Yesterday morning, Rudd announced that there would be gradual reductions in the subsides for offshore wind development, a move which will also affect Scotland.

She told the RenewablesUK conference in London that there had been great progress in offshore wind technologies – Britain now has the largest offshore wind capacity in the world – but warned “there is no bottomless pit of bill-payer support for low carbon”.

Rudd said: “Government support must help technologies eventually stand on their own two feet, not encourage a permanent reliance on subsidy. Cost must come down, subsidies must be progressively reduced.

“We have a responsibility to keep costs to consumers down, because only by keeping costs down will we maintain public support for the action we are taking to bring down carbon emissions and combat climate change.”

Last week’s announcement by Rudd that the RO for onshore wind would end in April 2016 and not a year after that was met with howls of outrage by the Scottish renewables industry whose trade body claimed it could cost “£3 billion investment in Scotland”.

On Tuesday, the Civil Engineering Contractors Association (Scotland) said the decision “puts as many as 3,000 full-time jobs at risk, particularly in remote areas where alternative employment is hard to find”.

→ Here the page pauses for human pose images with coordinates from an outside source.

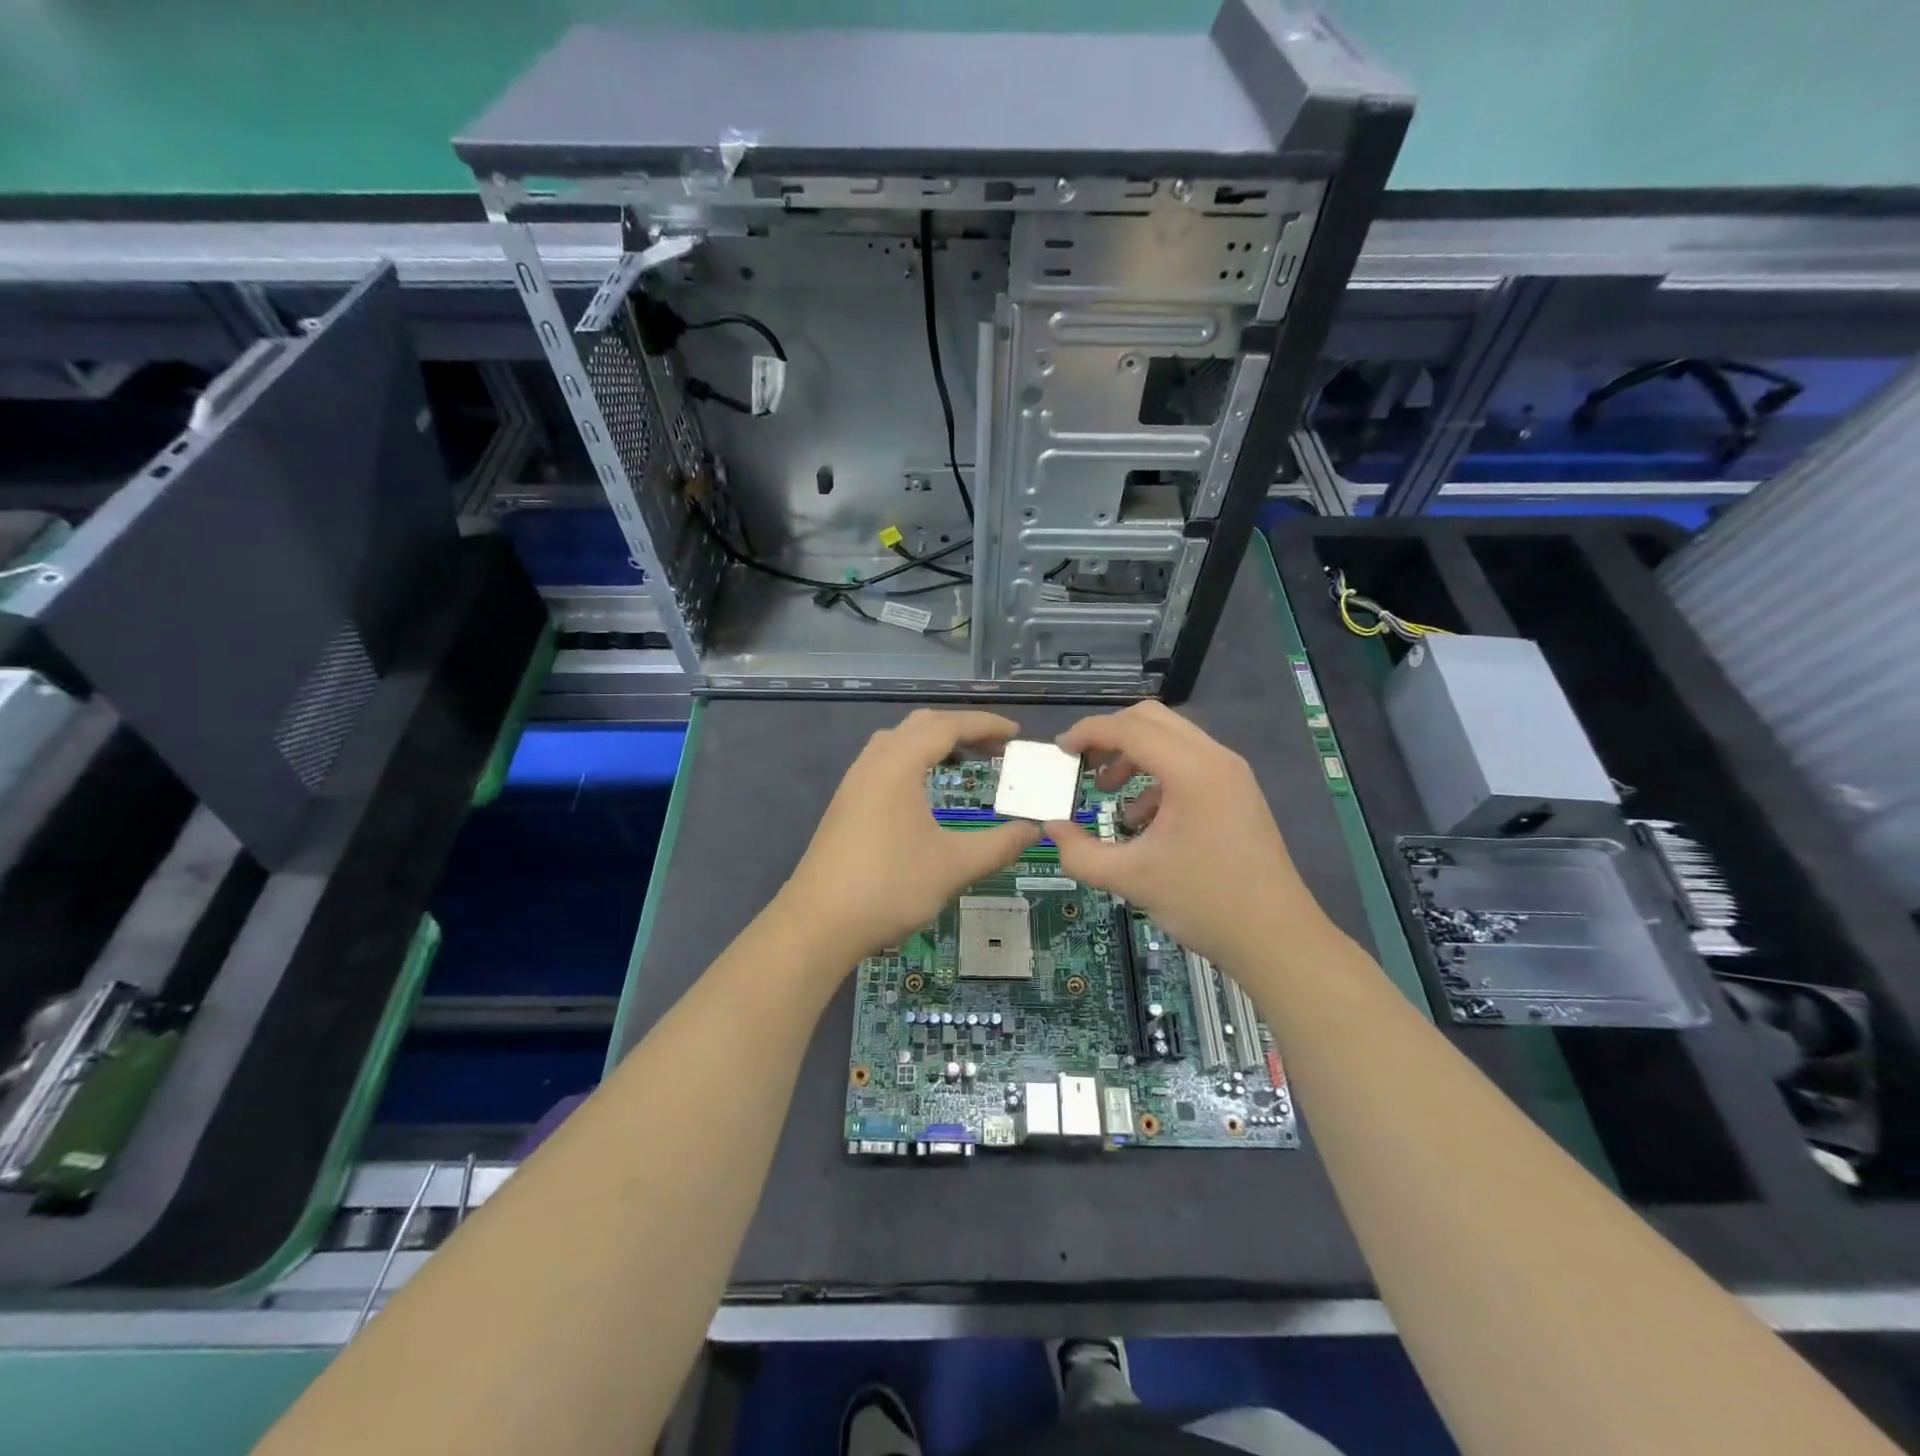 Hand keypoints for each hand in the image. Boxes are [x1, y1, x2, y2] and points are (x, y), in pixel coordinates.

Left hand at [780, 709, 1040, 965]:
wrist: (817, 924)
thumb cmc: (889, 887)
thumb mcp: (954, 866)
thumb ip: (999, 845)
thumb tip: (1033, 830)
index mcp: (898, 764)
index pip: (947, 725)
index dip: (985, 725)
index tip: (1016, 735)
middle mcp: (873, 763)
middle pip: (921, 725)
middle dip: (961, 729)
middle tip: (995, 750)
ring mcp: (854, 782)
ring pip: (898, 742)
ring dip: (933, 743)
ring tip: (963, 763)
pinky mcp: (845, 804)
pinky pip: (884, 762)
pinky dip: (913, 761)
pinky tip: (924, 792)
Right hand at [1044, 702, 1318, 969]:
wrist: (1277, 939)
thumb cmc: (1205, 903)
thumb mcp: (1131, 879)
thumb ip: (1080, 852)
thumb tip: (1051, 828)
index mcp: (1192, 771)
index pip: (1130, 728)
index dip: (1089, 732)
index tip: (1059, 751)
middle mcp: (1216, 759)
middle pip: (1152, 720)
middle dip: (1110, 735)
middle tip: (1081, 763)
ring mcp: (1231, 774)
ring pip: (1172, 740)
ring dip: (1133, 755)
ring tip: (1106, 790)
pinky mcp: (1237, 793)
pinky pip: (1189, 764)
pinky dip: (1156, 776)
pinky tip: (1140, 819)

In the Holyrood Parliament on Tuesday, Ewing accused his UK counterpart of “utter folly” and of setting a “terrible example” to the world, as well as “undermining trust” in energy investment in the UK and costing Scotland £46m in community benefits.

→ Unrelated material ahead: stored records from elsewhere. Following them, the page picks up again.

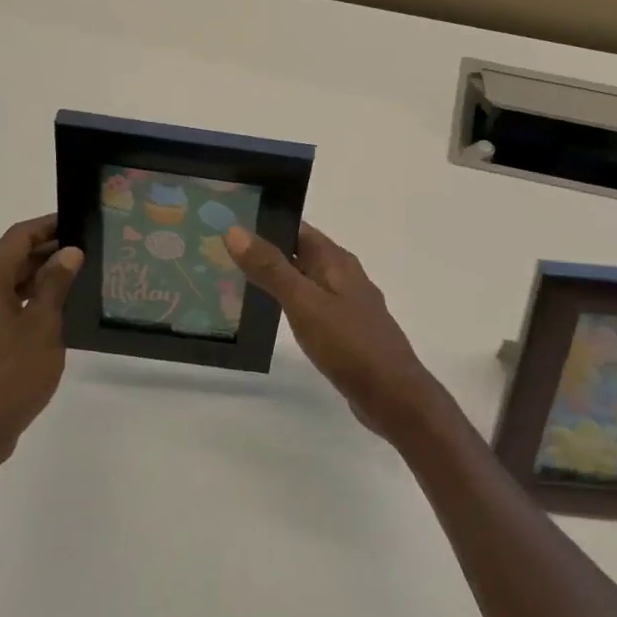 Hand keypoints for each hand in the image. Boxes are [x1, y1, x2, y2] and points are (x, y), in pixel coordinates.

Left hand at [0, 214, 82, 471]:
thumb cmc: (9, 376)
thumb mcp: (42, 326)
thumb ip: (55, 285)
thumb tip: (69, 251)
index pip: (18, 237)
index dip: (48, 226)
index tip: (80, 221)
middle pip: (12, 257)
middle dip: (49, 250)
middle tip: (89, 250)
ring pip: (10, 283)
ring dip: (42, 276)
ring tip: (80, 278)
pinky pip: (7, 305)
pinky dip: (31, 299)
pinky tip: (59, 311)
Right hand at [225, 222, 441, 439]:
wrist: (393, 395)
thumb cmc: (348, 343)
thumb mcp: (304, 302)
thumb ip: (271, 268)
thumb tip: (235, 230)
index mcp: (336, 260)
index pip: (297, 228)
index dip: (266, 222)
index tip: (230, 220)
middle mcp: (344, 275)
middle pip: (301, 252)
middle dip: (267, 250)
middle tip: (223, 252)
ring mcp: (347, 304)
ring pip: (306, 280)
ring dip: (278, 278)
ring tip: (236, 281)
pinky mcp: (346, 331)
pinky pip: (312, 306)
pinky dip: (291, 303)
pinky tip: (271, 316) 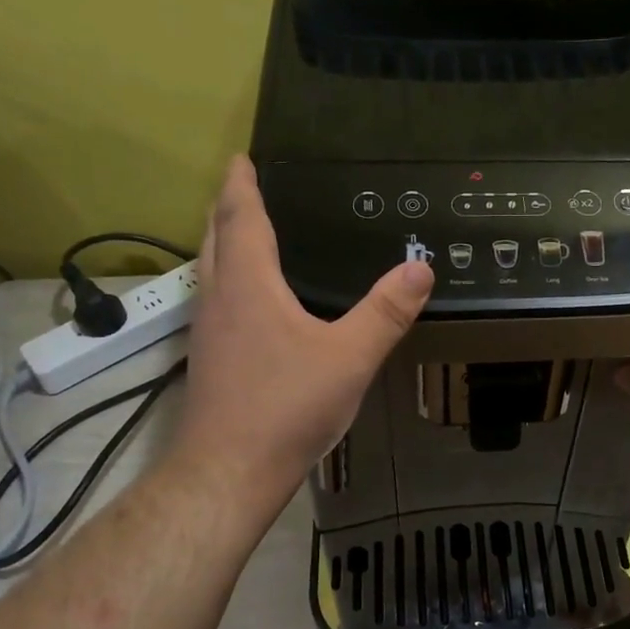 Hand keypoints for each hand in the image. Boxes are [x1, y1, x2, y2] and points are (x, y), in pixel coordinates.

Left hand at [172, 156, 432, 518]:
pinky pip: (215, 300)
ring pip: (210, 270)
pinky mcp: (210, 360)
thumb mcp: (350, 357)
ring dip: (223, 243)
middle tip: (244, 187)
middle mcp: (219, 299)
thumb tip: (421, 267)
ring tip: (245, 234)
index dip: (243, 185)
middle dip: (228, 207)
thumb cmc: (287, 406)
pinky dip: (228, 280)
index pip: (242, 218)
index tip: (242, 158)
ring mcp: (208, 332)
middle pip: (216, 238)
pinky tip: (251, 302)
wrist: (229, 470)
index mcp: (249, 285)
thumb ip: (385, 312) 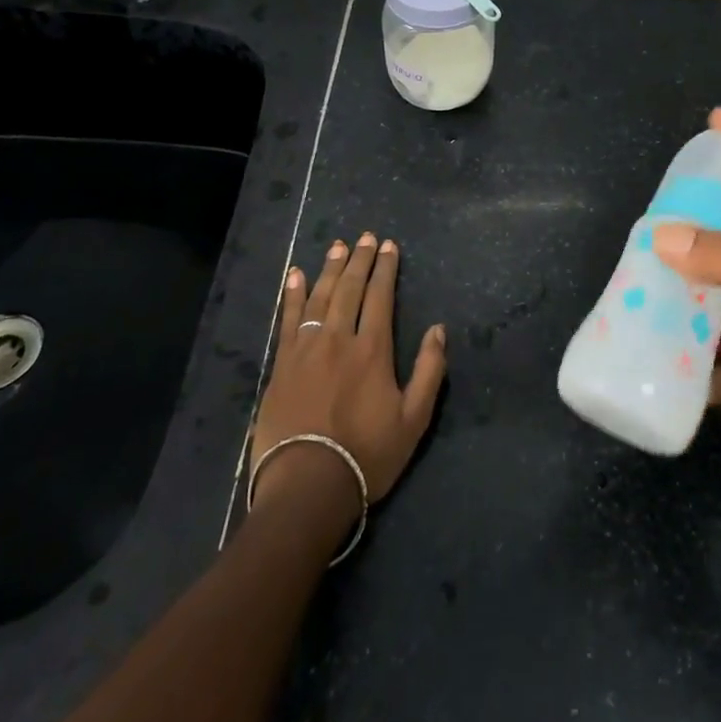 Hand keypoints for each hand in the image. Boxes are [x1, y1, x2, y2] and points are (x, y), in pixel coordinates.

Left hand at [253, 233, 448, 507]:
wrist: (307, 485)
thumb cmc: (366, 455)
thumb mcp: (413, 420)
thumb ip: (429, 371)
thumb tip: (439, 330)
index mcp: (373, 349)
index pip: (380, 296)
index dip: (386, 269)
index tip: (389, 246)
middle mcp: (339, 339)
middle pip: (350, 288)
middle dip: (360, 259)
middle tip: (365, 236)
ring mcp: (306, 349)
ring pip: (320, 297)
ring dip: (330, 268)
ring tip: (337, 246)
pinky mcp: (282, 364)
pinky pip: (288, 319)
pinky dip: (293, 295)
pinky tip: (296, 275) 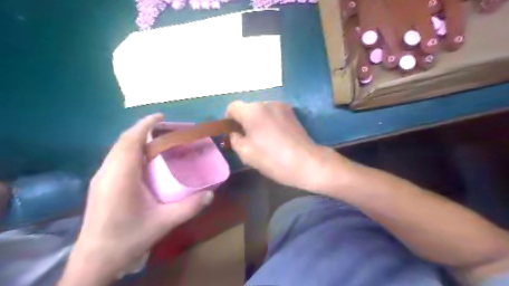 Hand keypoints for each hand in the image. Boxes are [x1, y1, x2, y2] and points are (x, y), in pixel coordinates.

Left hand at [60, 114, 213, 285]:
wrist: (95, 261)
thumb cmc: (128, 238)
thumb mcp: (164, 222)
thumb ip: (190, 207)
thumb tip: (211, 193)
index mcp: (121, 176)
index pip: (130, 140)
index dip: (145, 124)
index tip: (161, 116)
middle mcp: (107, 172)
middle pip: (123, 141)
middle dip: (142, 129)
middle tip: (165, 129)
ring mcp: (100, 178)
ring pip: (118, 149)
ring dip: (136, 140)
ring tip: (157, 141)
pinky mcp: (100, 185)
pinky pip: (116, 158)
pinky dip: (131, 151)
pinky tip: (144, 161)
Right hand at [227, 102, 336, 190]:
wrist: (306, 162)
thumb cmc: (272, 159)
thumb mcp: (246, 153)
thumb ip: (234, 139)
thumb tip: (235, 133)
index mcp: (252, 111)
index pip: (233, 107)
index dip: (229, 119)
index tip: (232, 133)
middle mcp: (267, 103)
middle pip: (248, 108)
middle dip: (244, 121)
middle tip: (247, 139)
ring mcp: (282, 106)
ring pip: (262, 111)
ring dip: (258, 121)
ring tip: (263, 139)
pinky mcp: (292, 113)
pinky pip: (274, 114)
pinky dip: (270, 122)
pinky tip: (276, 137)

Yesterday, he urged Rudd to meet with developers and communities who have invested significant amounts of money in renewables schemes “and have now found the goalposts have been moved.”

Ewing, who had also attended the same conference as Rudd, said: “The decision taken by the UK Government to close the Renewables Obligation early for the onshore wind sector will have a negative impact on the renewables industry in Scotland and potentially on the thousands of people who work in it.

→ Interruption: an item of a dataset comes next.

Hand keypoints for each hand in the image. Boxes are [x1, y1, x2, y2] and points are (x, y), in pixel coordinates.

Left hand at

“The Scottish Government has been clear that onshore wind should be able to compete with other technologies through the ‘contracts for difference’ auction. To prevent the cheapest technologies from competing in the auction will not deliver the best price for the consumer and I have asked the UK Government to provide clarity on this issue which is causing anxiety to the industry.

“During our meeting this morning, I also invited the Secretary of State to Scotland this summer to meet with the industry and developers. Since it was announced I have met with key representatives from the industry to listen to their concerns about the impact on both developers and the supply chain.

“I reiterated these points this morning during the meeting and stressed how important it was for the Scottish Government to be involved in how any changes to the Renewables Obligation are developed, including maximum flexibility around grace periods for developments that could be affected. This is especially important as the decision will have a disproportionate impact on Scotland as around 70 per cent of onshore wind projects affected by the UK Government policy change are located here.”